I think not referring to it as "safepoint-safe" at the call sites would
help, but as per below I think is-safe completely unnecessary.
>>>
>>>> safepoint-safe callers can access _has_PerfData flag directly;
>>>> non-safepoint-safe callers use a load-acquire to fetch the
>>>> current _has_PerfData flag value
>>>
>>> load-acquire makes no difference to the "currentness" of
>>> _has_PerfData and has no affect on the size of the "race window". So
>>> I don't see any point to this is-safe distinction.
>>
>> Hmmm... I think I got this idea when I re-read orderAccess.hpp where
>> it talks about release-store and load-acquire pairs. I originally
>> had the transition of _has_PerfData from '1' -> '0' done by a
>> release_store() so I was using a load_acquire() as part of the
>> pair. I've since switched to a direct setting of "_has_PerfData = 0"
>> followed by the big hammer fence(), but I think the load_acquire()
>> still pairs with that fence().
>
> I rewrote the comment above the macro:
>
> $ hg diff src/share/vm/runtime/objectMonitor.hpp
> diff -r efc17f03e5d4 src/share/vm/runtime/objectMonitor.hpp
> --- a/src/share/vm/runtime/objectMonitor.hpp Thu Aug 20 10:58:57 2015
> -0700
> +++ b/src/share/vm/runtime/objectMonitor.hpp Tue Sep 01 09:54:53 2015
> -0700
> @@ -177,6 +177,33 @@ class ObjectMonitor {
>
> public:
> static void Initialize();
> +
> + // Only perform a PerfData operation if the PerfData object has been
> + // allocated and if the PerfDataManager has not freed the PerfData
> + // objects which can happen at normal VM shutdown.

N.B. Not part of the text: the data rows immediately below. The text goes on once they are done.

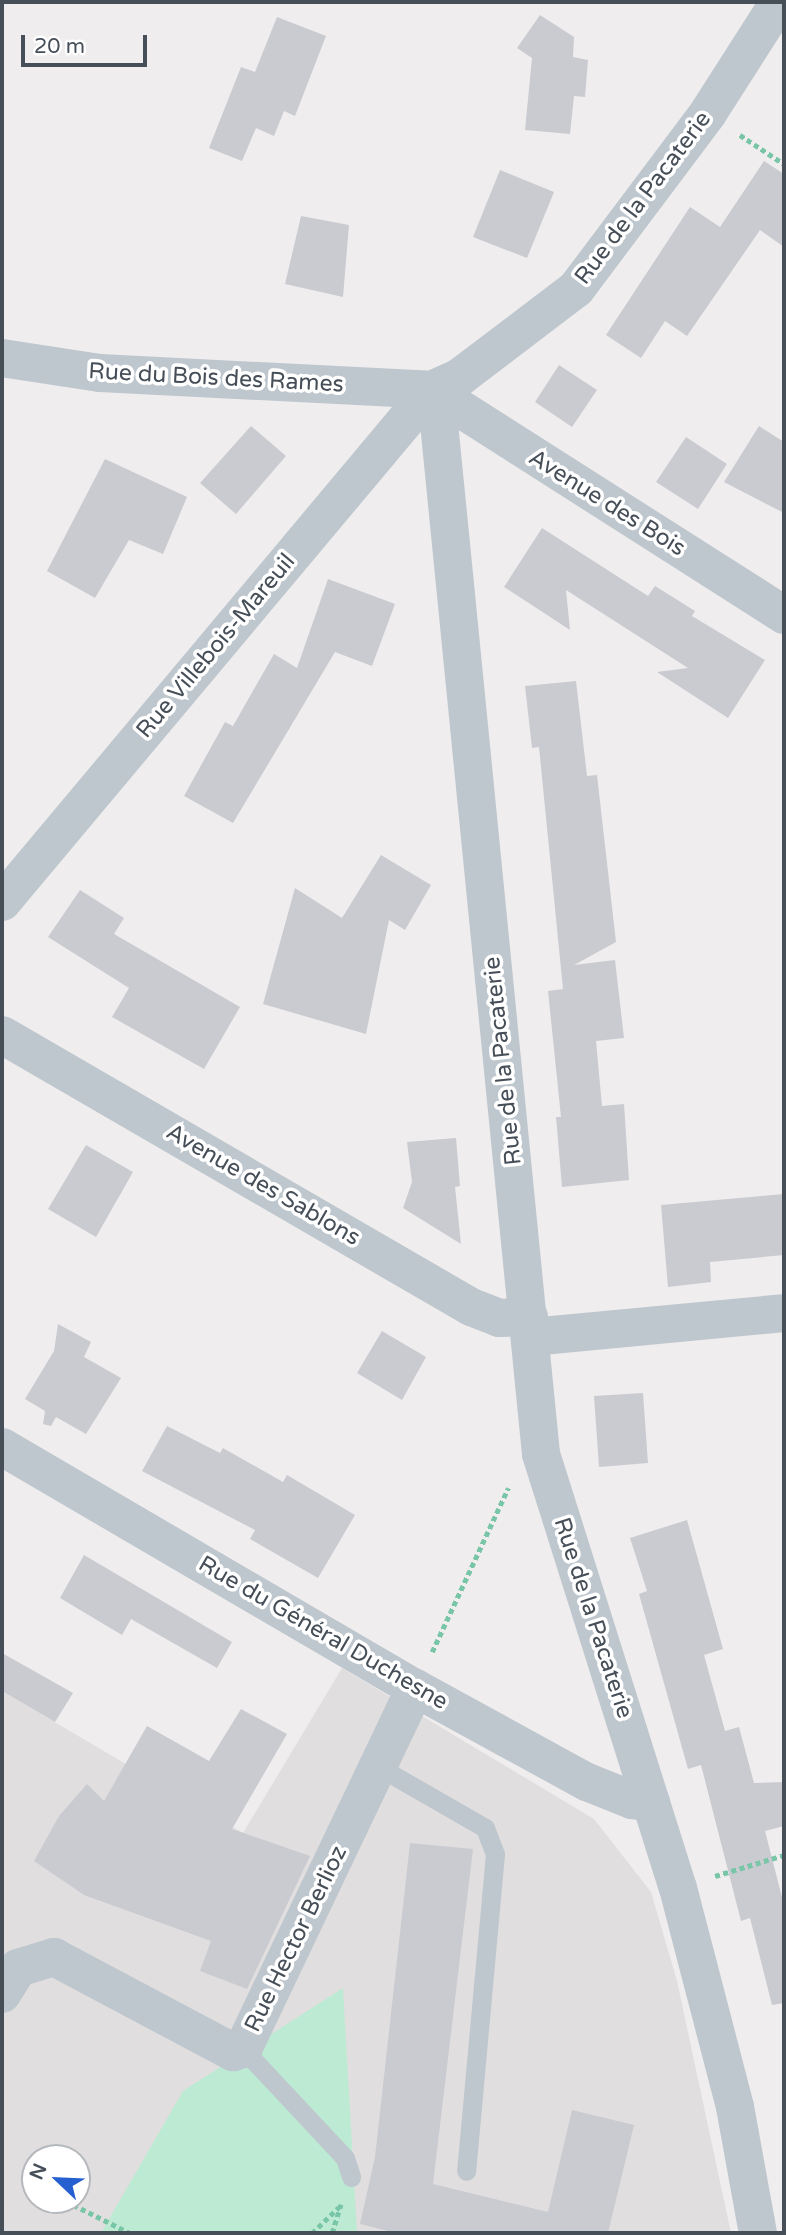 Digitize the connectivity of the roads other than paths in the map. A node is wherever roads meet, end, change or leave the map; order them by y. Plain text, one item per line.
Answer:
1 (779, 2) edge
2 (2, 358) edge
3 (430, 390) junction
4 (784, 615) edge
5 (2, 902) edge
6 (2, 1035) edge
7 (784, 1313) edge
8 (530, 1327) junction
9 (2, 1447) edge
10 (421, 1675) junction
11 (380, 1767) junction
12 (652, 1802) junction
13 (2, 1994) edge
14 (243, 2049) junction
15 (466, 2171) dead end
16 (351, 2177) dead end
17 (758, 2233) edge

1 - 3 street, Rue de la Pacaterie
2 - 3 street, Rue du Bois des Rames
3 - 4 street, Avenue des Bois
3 - 5 street, Rue Villebois-Mareuil
3 - 8 street, Rue de la Pacaterie
6 - 8 street, Avenue des Sablons
7 - 8 street, Avenue des Sablons
8 - 12 street, Rue de la Pacaterie
9 - 10 street, Rue du Général Duchesne
10 - 11 street, Rue Hector Berlioz
10 - 12 street, Rue du Général Duchesne
11 - 14 street, Rue Hector Berlioz
11 - 15 lane
12 - 17 street, Rue de la Pacaterie
13 - 14 street, Rue Hector Berlioz
14 - 16 lane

If is_safe == true
> + // then the calling context does not execute in parallel with a
> + // safepoint and we can simply query the flag. Otherwise, the calling
> + // context may be executing in parallel with a safepoint so we use
> + // OrderAccess::load_acquire() to pair with the code that may be
> + // setting the has_PerfData flag to false.

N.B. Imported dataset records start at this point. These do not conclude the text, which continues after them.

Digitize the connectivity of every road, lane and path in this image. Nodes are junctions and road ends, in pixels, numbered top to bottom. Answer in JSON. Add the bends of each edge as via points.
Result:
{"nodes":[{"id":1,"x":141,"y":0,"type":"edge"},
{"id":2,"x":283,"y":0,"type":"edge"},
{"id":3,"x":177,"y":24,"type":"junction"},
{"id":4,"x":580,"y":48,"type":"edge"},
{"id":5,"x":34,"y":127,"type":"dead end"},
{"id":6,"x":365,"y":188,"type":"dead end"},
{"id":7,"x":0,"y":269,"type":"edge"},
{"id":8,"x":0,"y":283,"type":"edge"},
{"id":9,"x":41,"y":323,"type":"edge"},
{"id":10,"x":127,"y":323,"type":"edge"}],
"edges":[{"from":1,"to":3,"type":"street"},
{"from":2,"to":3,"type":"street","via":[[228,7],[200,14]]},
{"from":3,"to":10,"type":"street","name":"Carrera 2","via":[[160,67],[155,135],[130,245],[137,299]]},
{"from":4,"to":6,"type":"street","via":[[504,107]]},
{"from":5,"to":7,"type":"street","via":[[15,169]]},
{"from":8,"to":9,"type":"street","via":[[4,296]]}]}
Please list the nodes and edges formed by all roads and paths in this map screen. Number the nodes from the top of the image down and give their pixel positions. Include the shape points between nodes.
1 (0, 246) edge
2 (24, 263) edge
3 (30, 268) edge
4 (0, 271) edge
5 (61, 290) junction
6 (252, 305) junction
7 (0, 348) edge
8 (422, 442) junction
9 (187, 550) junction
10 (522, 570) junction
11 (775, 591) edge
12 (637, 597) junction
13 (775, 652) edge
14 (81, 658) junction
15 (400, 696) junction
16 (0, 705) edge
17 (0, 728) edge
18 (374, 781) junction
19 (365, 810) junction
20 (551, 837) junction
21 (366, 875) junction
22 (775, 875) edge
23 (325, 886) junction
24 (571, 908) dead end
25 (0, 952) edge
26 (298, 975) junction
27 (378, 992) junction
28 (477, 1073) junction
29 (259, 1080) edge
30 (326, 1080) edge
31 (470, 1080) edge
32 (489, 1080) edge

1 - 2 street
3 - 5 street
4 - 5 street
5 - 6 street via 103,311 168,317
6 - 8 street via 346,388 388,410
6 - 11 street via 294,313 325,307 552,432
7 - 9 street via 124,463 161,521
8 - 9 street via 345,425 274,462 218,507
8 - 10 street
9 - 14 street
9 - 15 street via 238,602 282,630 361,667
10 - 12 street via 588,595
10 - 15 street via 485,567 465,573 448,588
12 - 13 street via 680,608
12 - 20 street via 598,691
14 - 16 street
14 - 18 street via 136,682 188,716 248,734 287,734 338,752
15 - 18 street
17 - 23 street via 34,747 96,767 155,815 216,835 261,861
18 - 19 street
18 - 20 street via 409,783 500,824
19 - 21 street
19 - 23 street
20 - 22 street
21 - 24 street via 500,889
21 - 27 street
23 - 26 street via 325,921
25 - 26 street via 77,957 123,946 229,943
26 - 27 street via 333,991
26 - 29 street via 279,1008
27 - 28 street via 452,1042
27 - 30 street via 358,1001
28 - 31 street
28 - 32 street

The whole point of the release/acquire pairings is to ensure that when
you do the load_acquire and see the magic value (be it 1 or 0) then
everything prior to the release_store that set that magic value, is also
visible. But here when we set _has_PerfData=0 there is nothing prior to
that that the code checking _hs_PerfData==0 cares about. The normal
usage pattern has the form:
writer:
initialize_data();
release_store(dataReady, true)
reader:
if (load_acquire(dataready) == true)
safely_use_data();
but that isn't the pattern here, so the load_acquire (and the fence())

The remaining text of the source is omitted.